(Stored entries)
=== Begin Enclosure ===
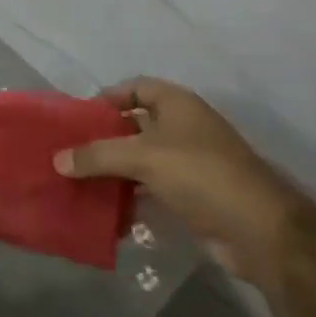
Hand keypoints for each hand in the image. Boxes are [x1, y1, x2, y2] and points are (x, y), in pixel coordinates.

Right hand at [54, 78, 296, 279]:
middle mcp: (183, 128)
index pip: (136, 87)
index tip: (77, 118)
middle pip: (135, 126)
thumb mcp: (143, 157)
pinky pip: (151, 191)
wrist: (258, 229)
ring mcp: (189, 163)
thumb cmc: (200, 174)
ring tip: (78, 185)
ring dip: (114, 173)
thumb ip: (97, 156)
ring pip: (141, 161)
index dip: (108, 98)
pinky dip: (131, 199)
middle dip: (103, 140)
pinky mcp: (191, 196)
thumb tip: (57, 159)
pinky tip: (106, 213)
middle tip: (69, 155)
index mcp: (177, 104)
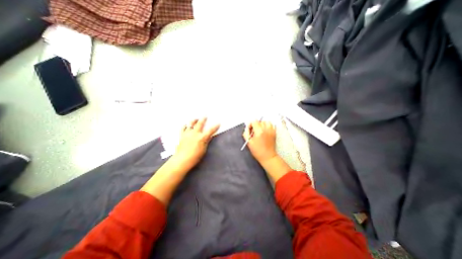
=== End Enclosure ===
[WHAT THE EXERCISE ASKS]: Once the pictures are set aside, restate the remaining data above exactly.

[YOUR SOLUTION]:
Hand keypoints for each hand in the image. Boxes are [x1, y1, x2, y2] and points are (x, y), in pixel coordinates.

Right hand at [54, 78, 296, 279]:
middle mcp: (183, 128)
index pip: (136, 87)
index tip: (77, 118)
middle pip: (135, 126)
thumb mcp: (143, 157)
pinky pip: (151, 191)
wrist: (258, 229)
ring mcp: (189, 163)
thumb cmc: (200, 174)
ring tip: (78, 185)
ring dip: (114, 173)
thumb ip: (97, 156)
ring pip: (141, 161)
index dip: (108, 98)
pinky dip: (131, 199)
middle dip: (103, 140)
pinky mcp: (191, 196)
thumb tip: (57, 159)
pinky tip: (106, 213)
middle tip: (69, 155)
index mcp: (177, 104)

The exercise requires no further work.